__TASK STATEMENT__
Scan the data below and pick out the lines containing the word "SULTAN".

__EXTRACTED DATA__
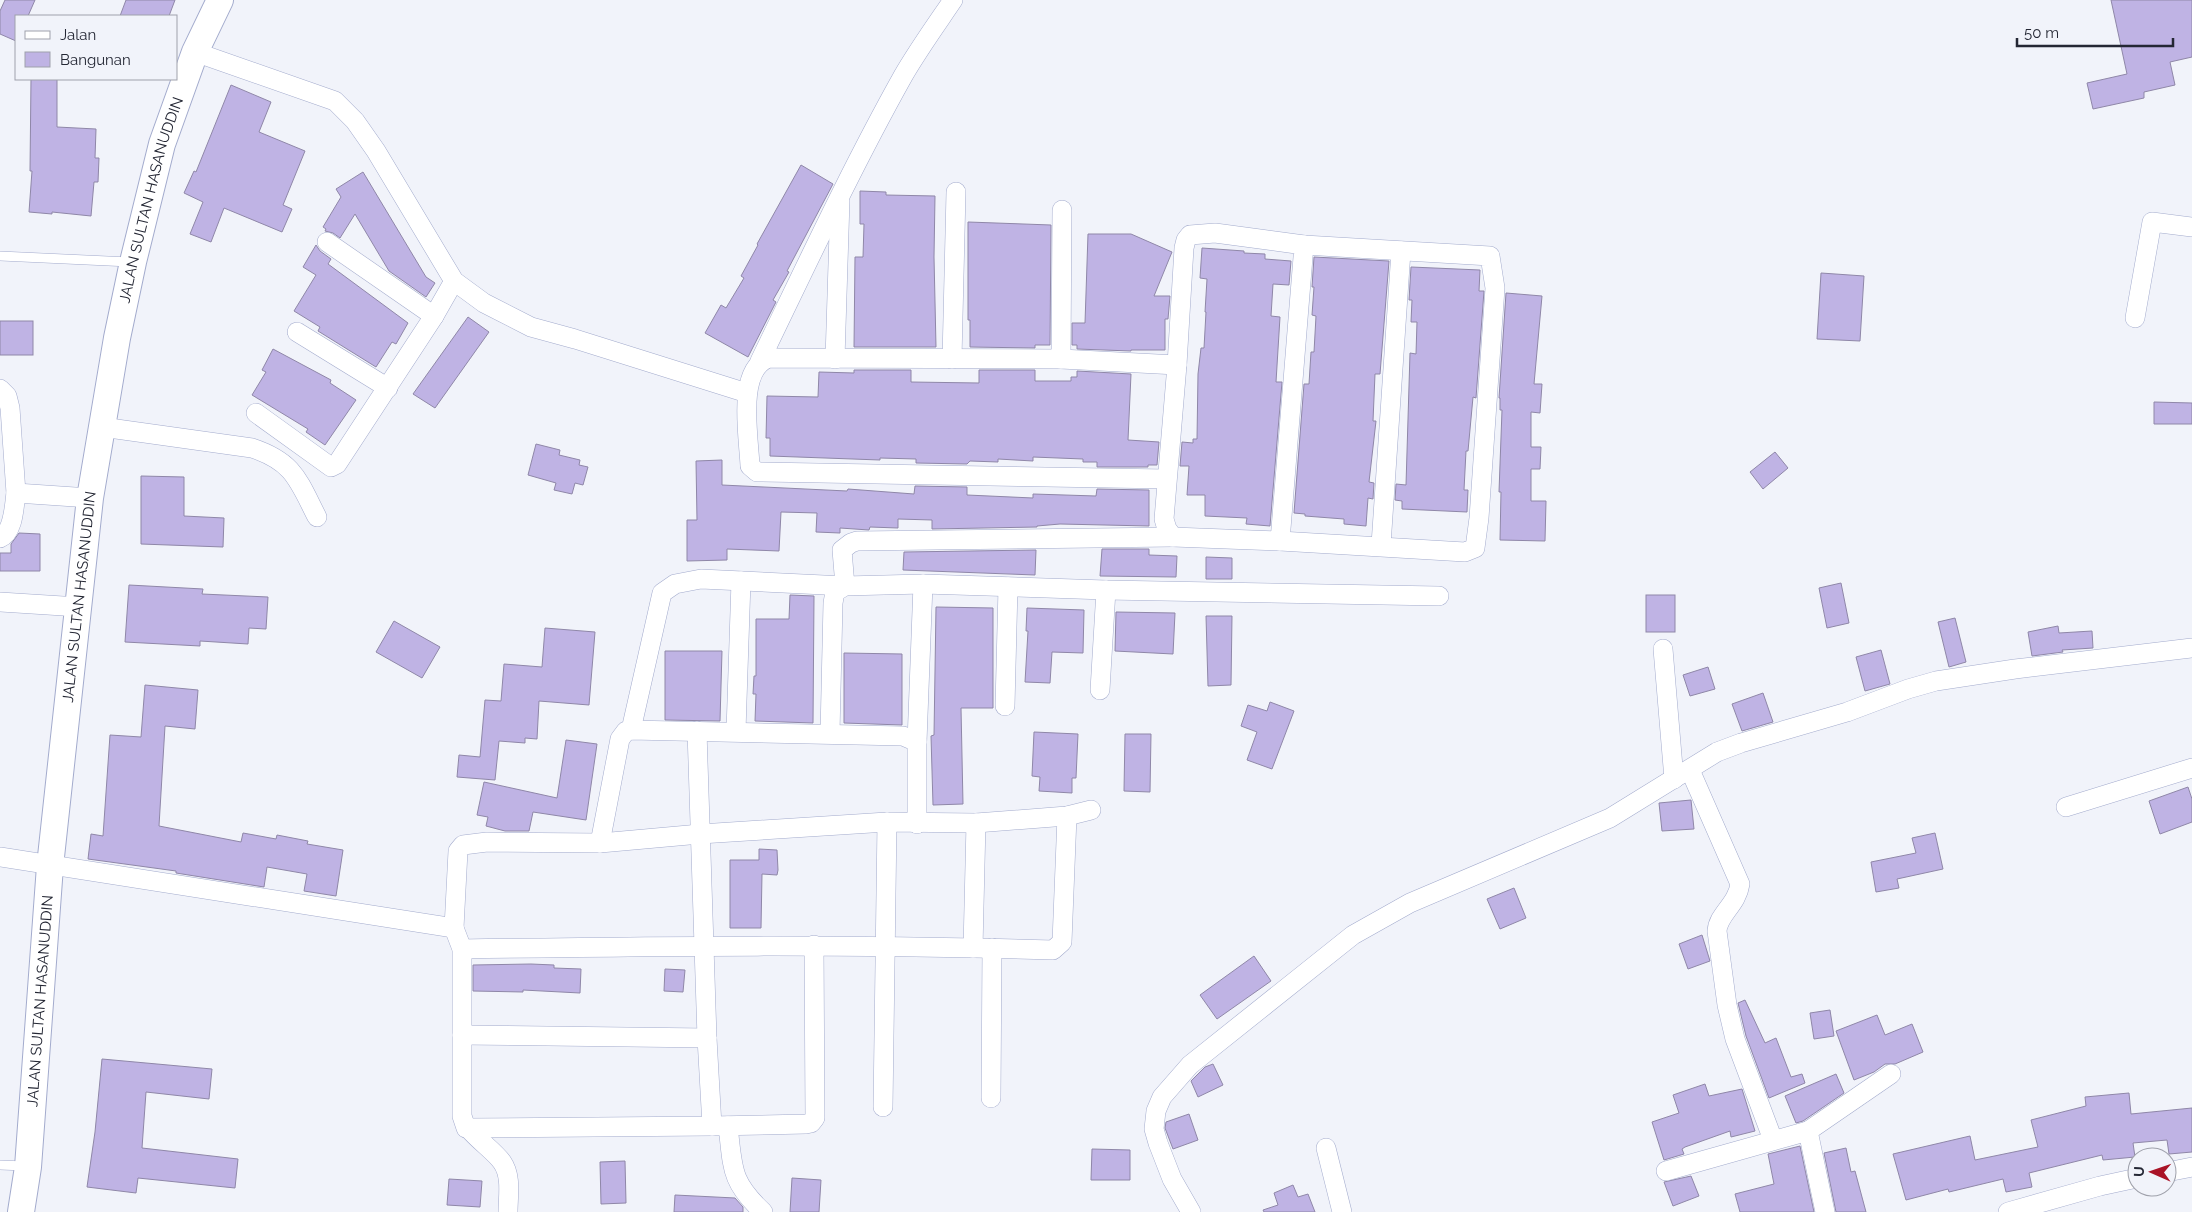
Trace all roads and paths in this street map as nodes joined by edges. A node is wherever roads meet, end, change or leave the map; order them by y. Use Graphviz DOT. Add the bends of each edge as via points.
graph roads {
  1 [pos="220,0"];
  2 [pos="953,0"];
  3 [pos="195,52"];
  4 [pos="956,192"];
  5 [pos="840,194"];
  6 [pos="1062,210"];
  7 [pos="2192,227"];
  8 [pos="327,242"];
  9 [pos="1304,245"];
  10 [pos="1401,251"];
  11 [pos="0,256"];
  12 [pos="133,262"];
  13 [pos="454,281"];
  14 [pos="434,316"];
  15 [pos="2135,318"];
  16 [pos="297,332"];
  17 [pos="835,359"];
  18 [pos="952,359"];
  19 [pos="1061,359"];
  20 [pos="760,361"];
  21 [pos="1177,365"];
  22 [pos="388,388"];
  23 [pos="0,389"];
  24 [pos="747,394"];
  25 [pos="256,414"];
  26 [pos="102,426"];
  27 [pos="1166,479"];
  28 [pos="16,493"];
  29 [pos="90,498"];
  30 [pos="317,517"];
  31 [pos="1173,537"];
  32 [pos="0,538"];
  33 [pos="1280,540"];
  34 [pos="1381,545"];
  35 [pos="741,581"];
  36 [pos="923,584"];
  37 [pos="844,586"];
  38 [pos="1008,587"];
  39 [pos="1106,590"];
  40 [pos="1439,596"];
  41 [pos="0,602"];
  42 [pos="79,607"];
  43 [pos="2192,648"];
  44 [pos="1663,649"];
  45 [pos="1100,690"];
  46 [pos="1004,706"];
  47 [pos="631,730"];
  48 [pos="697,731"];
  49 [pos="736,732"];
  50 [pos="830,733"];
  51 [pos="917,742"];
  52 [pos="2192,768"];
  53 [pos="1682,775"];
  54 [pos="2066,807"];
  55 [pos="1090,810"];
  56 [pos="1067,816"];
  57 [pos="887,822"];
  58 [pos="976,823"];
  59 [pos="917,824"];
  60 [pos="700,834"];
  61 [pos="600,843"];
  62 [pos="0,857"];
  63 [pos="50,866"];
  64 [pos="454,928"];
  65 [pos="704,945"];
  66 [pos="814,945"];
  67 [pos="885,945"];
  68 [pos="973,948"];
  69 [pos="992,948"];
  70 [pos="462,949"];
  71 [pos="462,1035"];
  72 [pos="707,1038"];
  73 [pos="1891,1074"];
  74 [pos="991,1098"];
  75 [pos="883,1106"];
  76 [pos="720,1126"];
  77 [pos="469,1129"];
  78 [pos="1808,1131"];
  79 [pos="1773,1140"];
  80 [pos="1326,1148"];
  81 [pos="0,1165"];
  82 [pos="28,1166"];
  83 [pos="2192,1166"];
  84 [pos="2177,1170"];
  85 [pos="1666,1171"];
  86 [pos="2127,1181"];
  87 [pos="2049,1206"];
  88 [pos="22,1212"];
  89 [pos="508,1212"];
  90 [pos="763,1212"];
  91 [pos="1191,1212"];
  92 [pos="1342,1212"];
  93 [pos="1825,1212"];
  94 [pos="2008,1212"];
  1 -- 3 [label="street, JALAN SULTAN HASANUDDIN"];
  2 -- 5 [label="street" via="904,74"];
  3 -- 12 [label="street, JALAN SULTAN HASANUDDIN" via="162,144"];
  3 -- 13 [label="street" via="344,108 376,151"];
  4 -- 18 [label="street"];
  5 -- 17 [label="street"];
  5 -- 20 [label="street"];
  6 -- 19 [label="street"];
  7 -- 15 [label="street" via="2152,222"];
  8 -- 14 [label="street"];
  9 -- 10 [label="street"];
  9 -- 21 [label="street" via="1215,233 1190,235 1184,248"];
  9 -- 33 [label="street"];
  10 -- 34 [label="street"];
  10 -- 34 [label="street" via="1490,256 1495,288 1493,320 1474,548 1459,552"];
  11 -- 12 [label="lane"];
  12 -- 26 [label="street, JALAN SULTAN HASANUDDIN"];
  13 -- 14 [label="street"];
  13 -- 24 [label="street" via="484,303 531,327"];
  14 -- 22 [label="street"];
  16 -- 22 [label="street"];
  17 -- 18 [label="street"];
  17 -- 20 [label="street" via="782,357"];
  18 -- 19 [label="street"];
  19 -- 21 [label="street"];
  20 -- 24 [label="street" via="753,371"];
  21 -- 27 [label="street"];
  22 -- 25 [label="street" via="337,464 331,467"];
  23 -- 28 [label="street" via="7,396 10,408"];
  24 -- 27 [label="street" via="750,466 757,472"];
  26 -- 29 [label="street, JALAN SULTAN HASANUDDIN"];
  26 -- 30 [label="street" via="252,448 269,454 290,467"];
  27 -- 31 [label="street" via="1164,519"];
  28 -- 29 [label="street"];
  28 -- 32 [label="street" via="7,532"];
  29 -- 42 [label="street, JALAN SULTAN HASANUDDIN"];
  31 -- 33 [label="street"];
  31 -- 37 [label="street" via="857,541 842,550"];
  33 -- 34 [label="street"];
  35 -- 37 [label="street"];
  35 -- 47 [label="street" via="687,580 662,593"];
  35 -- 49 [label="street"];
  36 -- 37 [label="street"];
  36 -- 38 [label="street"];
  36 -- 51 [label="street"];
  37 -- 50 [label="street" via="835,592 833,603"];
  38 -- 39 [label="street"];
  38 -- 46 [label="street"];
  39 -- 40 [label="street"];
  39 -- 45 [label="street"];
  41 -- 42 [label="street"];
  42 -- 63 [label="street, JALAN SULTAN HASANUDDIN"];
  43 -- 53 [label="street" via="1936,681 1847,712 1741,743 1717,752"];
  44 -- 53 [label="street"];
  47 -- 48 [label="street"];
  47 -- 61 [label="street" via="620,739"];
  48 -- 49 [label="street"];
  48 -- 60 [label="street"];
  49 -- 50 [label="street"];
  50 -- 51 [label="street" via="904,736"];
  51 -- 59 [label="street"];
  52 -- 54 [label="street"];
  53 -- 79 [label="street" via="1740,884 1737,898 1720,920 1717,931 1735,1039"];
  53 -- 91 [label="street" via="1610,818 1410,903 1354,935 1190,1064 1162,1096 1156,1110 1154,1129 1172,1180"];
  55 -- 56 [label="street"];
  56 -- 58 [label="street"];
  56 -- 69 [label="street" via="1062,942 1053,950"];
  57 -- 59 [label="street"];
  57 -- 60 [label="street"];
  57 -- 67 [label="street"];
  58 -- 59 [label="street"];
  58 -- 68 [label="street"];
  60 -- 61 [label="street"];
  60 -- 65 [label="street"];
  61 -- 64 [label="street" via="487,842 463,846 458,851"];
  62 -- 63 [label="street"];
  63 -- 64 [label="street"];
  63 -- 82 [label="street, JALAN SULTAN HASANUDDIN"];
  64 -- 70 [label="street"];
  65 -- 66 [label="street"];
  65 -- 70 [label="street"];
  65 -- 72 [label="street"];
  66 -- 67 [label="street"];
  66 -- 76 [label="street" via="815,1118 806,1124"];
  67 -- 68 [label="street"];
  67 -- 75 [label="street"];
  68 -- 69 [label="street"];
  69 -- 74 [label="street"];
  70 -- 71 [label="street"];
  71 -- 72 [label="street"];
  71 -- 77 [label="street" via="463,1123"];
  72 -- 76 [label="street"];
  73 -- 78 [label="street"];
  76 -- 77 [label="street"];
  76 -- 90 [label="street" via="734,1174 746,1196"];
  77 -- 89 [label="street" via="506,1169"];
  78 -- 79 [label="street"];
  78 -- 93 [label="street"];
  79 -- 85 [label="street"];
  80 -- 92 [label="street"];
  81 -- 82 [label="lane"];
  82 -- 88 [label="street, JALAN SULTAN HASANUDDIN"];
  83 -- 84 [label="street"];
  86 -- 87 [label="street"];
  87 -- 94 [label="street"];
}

__ANSWER FOR THE TASK__
  1 -- 3 [label="street, JALAN SULTAN HASANUDDIN"];
  3 -- 12 [label="street, JALAN SULTAN HASANUDDIN" via="162,144"];
  12 -- 26 [label="street, JALAN SULTAN HASANUDDIN"];
  26 -- 29 [label="street, JALAN SULTAN HASANUDDIN"];
  29 -- 42 [label="street, JALAN SULTAN HASANUDDIN"];
  42 -- 63 [label="street, JALAN SULTAN HASANUDDIN"];
  63 -- 82 [label="street, JALAN SULTAN HASANUDDIN"];
  82 -- 88 [label="street, JALAN SULTAN HASANUDDIN"];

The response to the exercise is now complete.